Semi-legendary Irish High King

Lugaid Mac Con, often known simply as Mac Con, was, according to medieval Irish legend and historical tradition, a High King of Ireland. The Lebor Gabála Érenn synchronises Lugaid's reign with that of the Roman emperor Commodus (180–192). The chronology of Geoffrey Keating's Foras Feasa ar Éirinn dates his reign to 173–203, and the Annals of the Four Masters dates his reign to 195–225. He had two sons, Fothad Cairpthech and Fothad Airgthech, who would later be joint High Kings.

==Life==
Lugaid Mac Con belonged to the Corcu Loígde, and thus to the Dáirine. His father was Macnia mac Lugdach, and his mother was Sadb ingen Chuinn, daughter of the former High King Conn Cétchathach. Mac Con may be to some extent identical with another legendary King of Tara from the Dáirine, Lugaid Loígde.
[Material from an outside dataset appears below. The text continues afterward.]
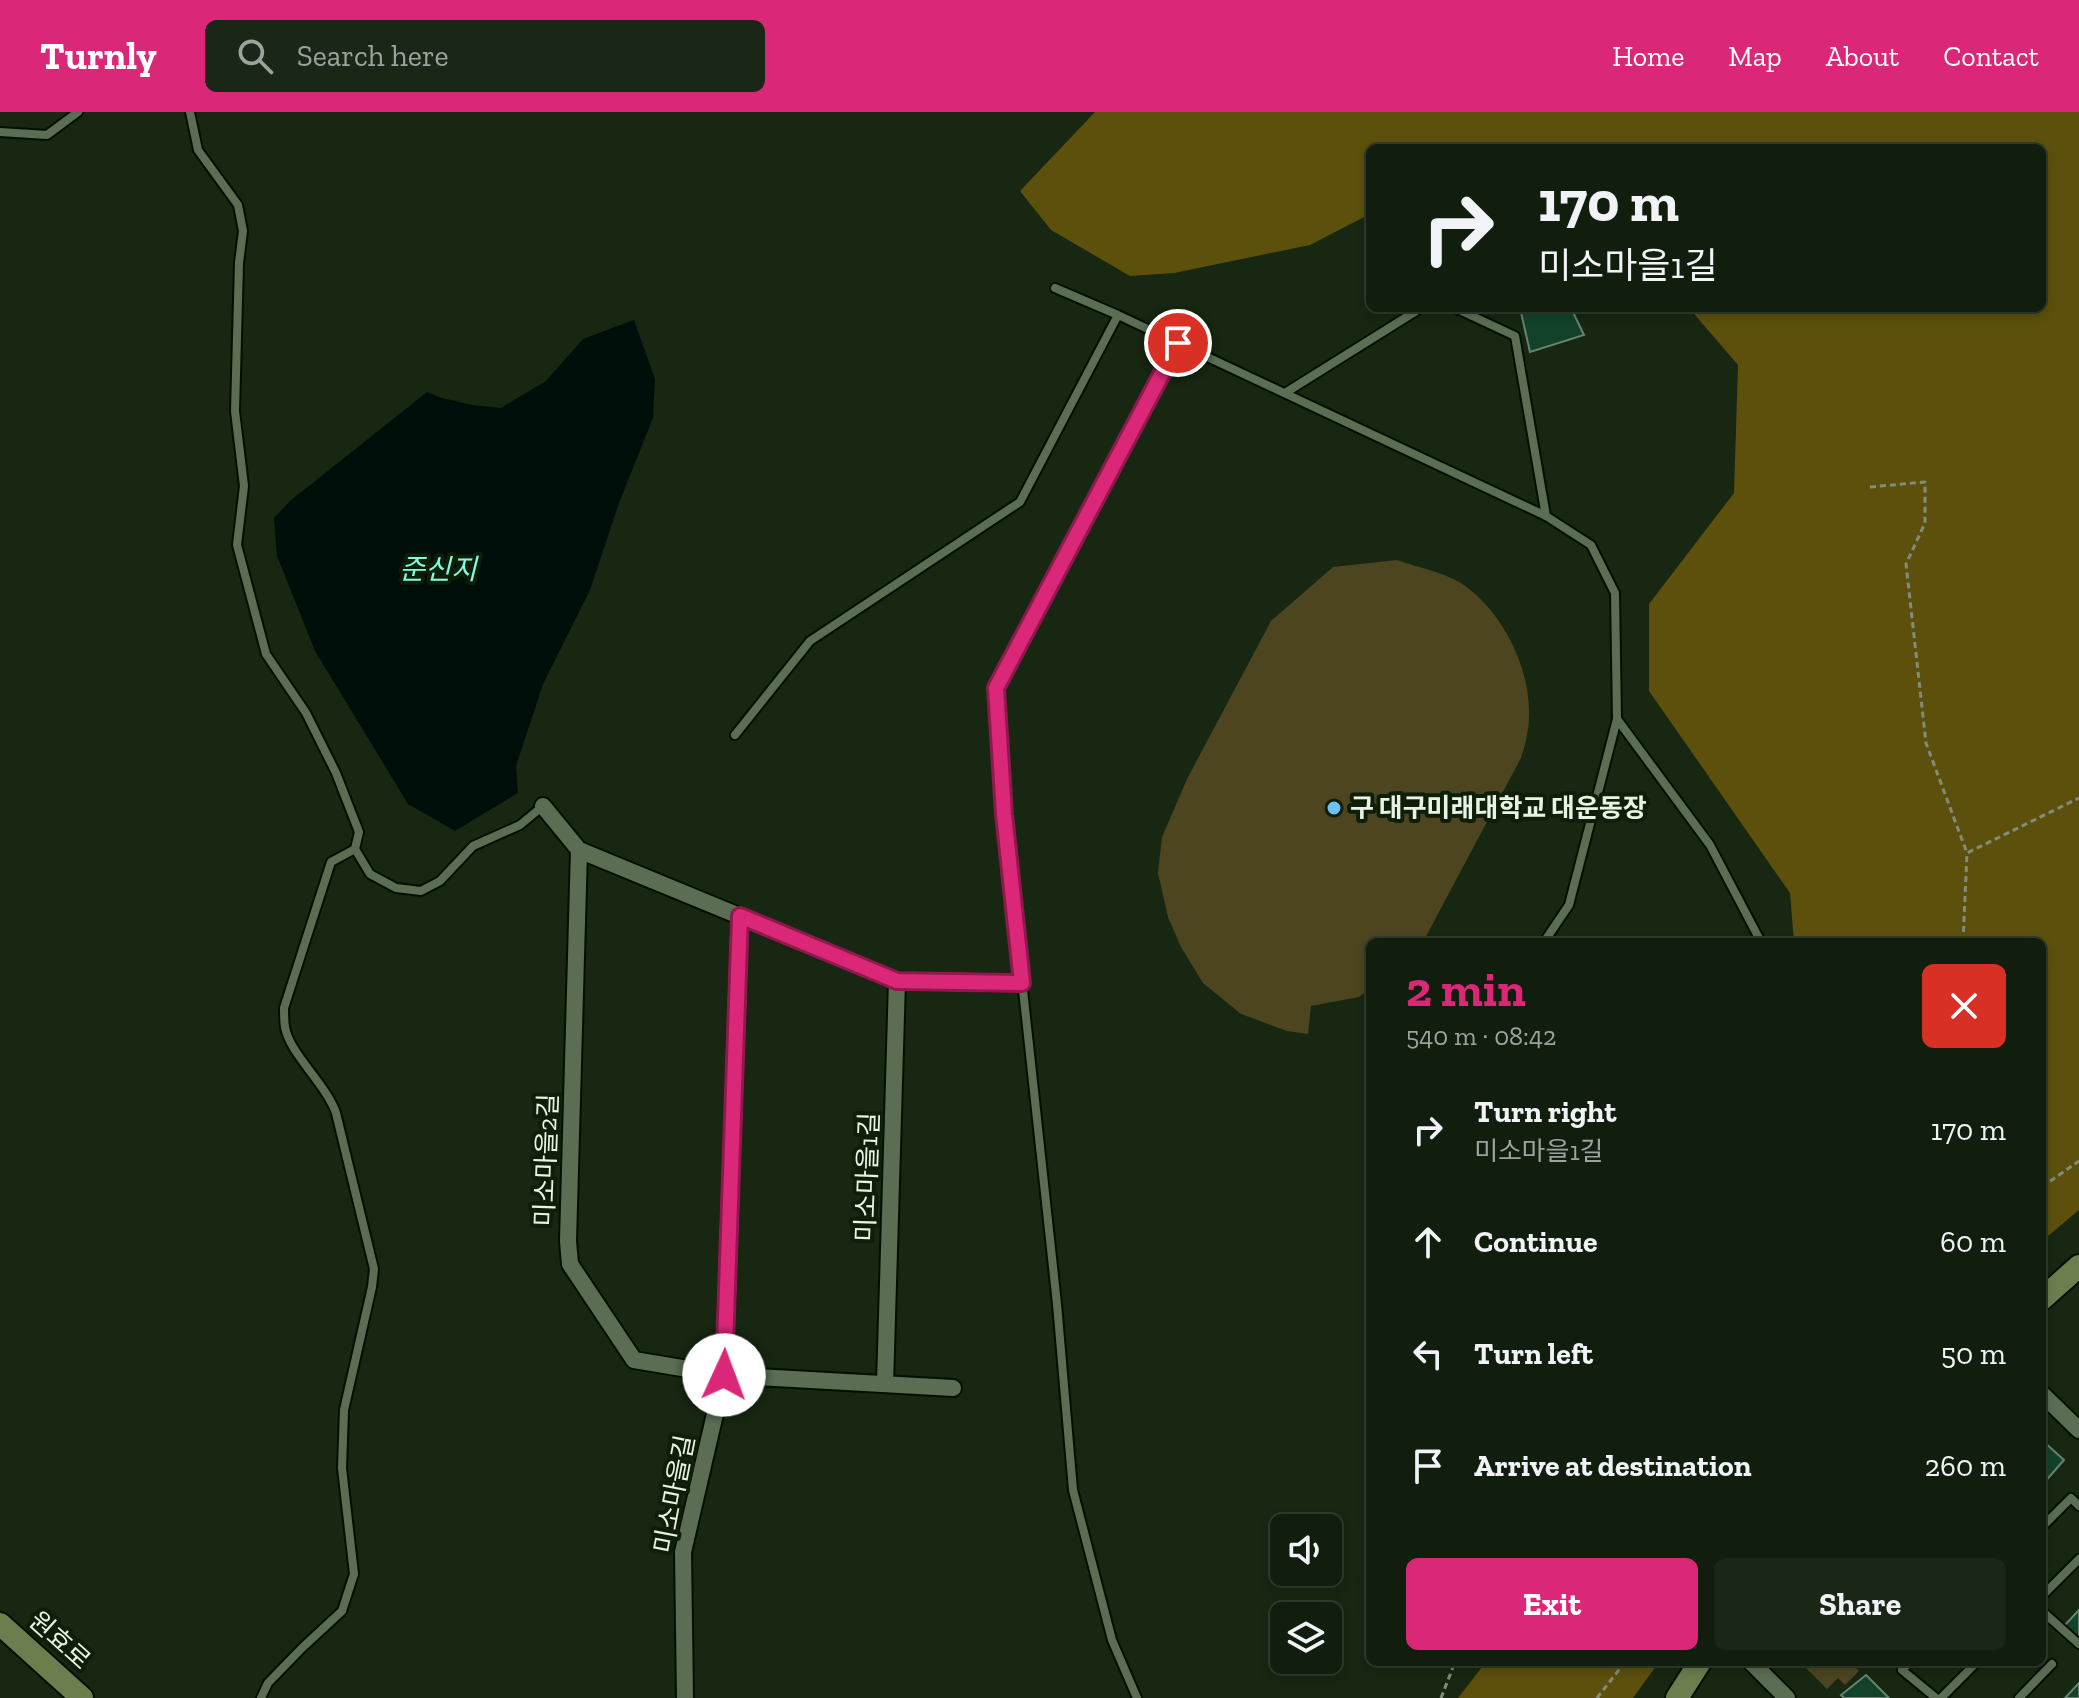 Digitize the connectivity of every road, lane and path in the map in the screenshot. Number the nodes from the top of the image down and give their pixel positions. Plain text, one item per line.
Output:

After Macnia died, Sadb married Ailill Aulom, king of Munster and de facto king of the southern half of Ireland, and Lugaid became his foster-son. He is said to have gained his patronymic/epithet ("dog's son") after he was suckled as a child by a greyhound called Eloir Derg, which belonged to his foster-father. Lugaid and his stepbrothers, against Ailill's will, were allies of Nemed, son of Sroibcenn, king of the Érainn of Munster, who had killed the former High King Conaire Cóem in the battle of Gruitine.
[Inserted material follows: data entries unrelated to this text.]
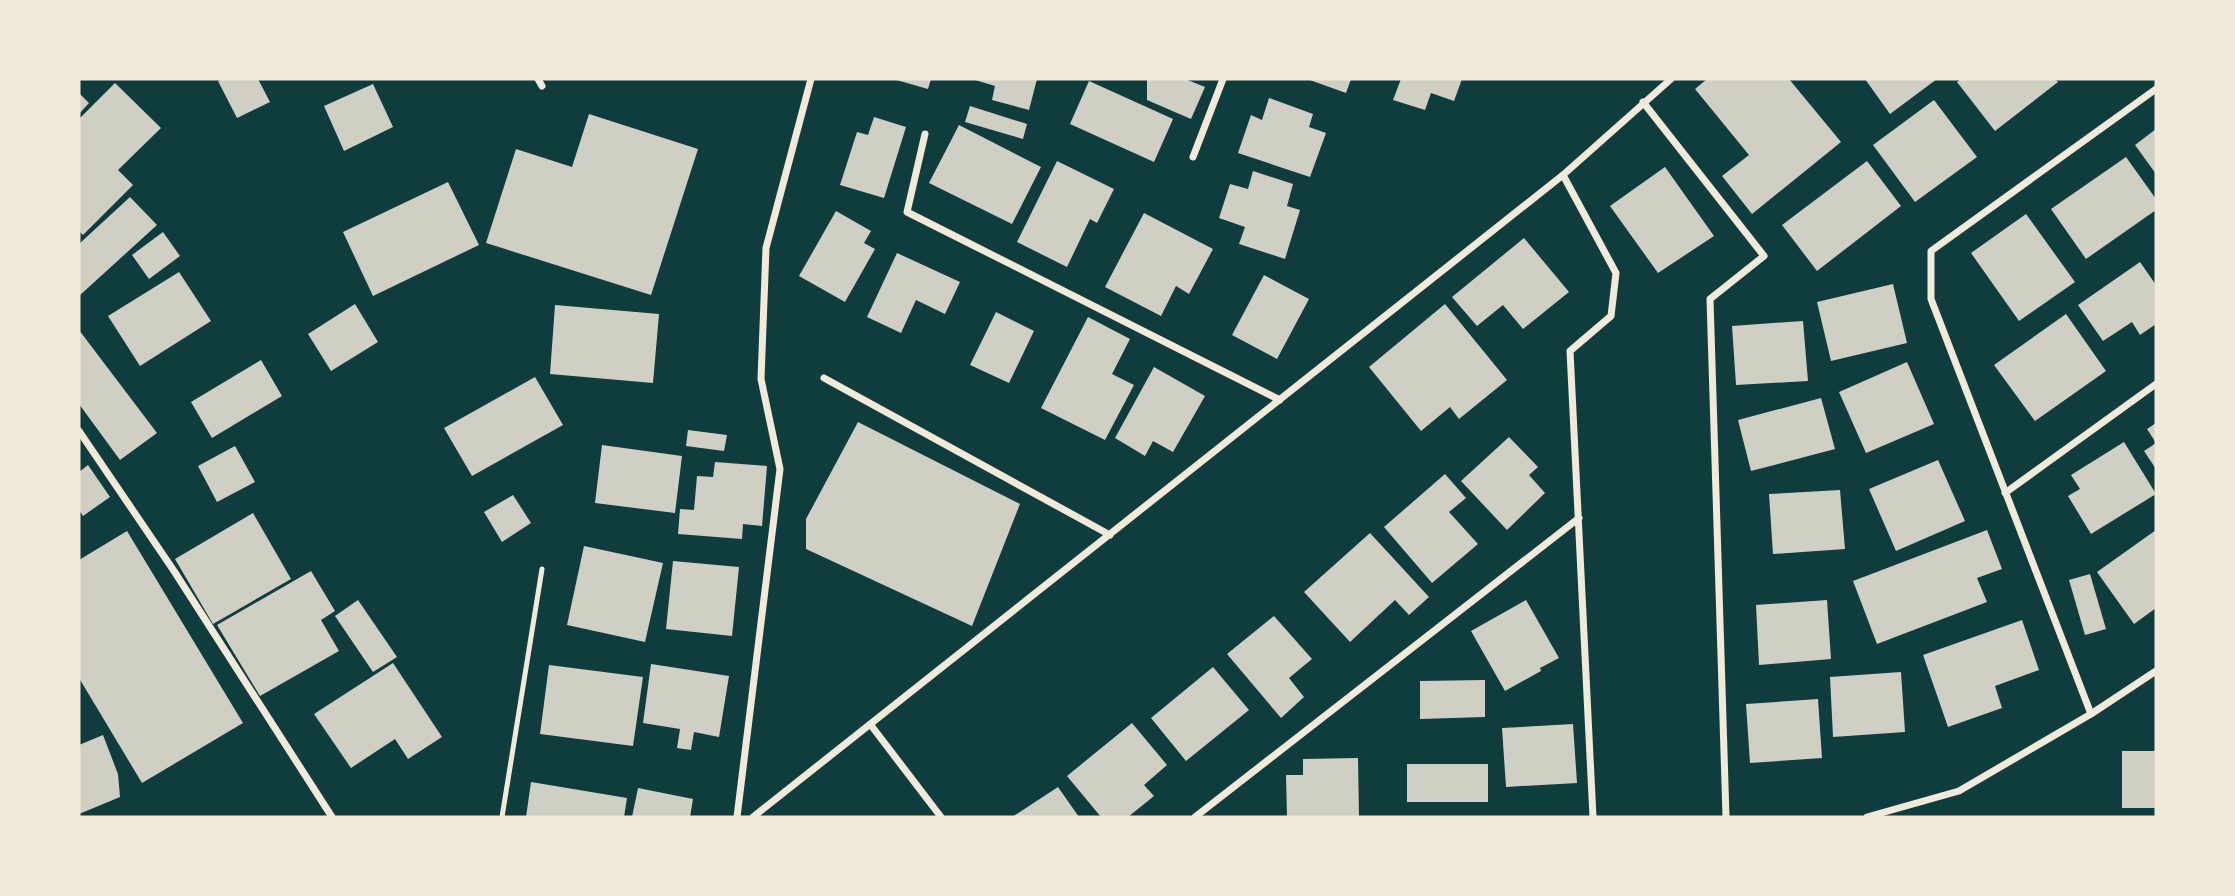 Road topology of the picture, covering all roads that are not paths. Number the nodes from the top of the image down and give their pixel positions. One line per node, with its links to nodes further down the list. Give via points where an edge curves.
1 (811, 79): 22 (street, via 766,248 761,379 780,469)
2 (1223, 79): 7 (street)
3 (1671, 79): 5 (street)
4 (2156, 89): 13 (street, via 1931,251 1931,299)
5 (1643, 102): 8 (street); 27 (street, via 1763,256 1710,299)
6 (925, 134): 11 (street, via 907,212)
7 (1193, 157)
8 (1563, 175): 11 (street); 14 (street, via 1616,274 1611,316 1570,351)
9 (824, 378): 15 (street)
10 (2156, 384): 13 (street)
11 (1280, 400): 15 (street)
12 (79, 431): 20 (street)
13 (2005, 493): 18 (street)
14 (1579, 518): 25 (street); 26 (street)
15 (1110, 535): 19 (street)
16 (542, 569): 21 (lane)
17 (2156, 671): 18 (street)
18 (2091, 714): 28 (street, via 1959,791)
19 (870, 724): 23 (street); 24 (street)
20 (332, 817)
21 (502, 817)
22 (737, 817)
23 (753, 817)
24 (941, 817)
25 (1195, 817)
26 (1593, 817)
27 (1726, 817)
28 (1867, 817)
During the reign of the High King Art mac Cuinn, Conaire's sons defeated and killed Nemed in the battle of Cennfebrat. Lugaid was wounded in the battle, and afterwards was exiled from Ireland by his foster-father. Spending a number of years in exile, made an alliance with Benne Brit, son of the king of Britain, raised an army of foreigners, and returned to Ireland. He defeated and killed Art in the Battle of Maigh Mucruimhe in Connacht and took the High Kingship.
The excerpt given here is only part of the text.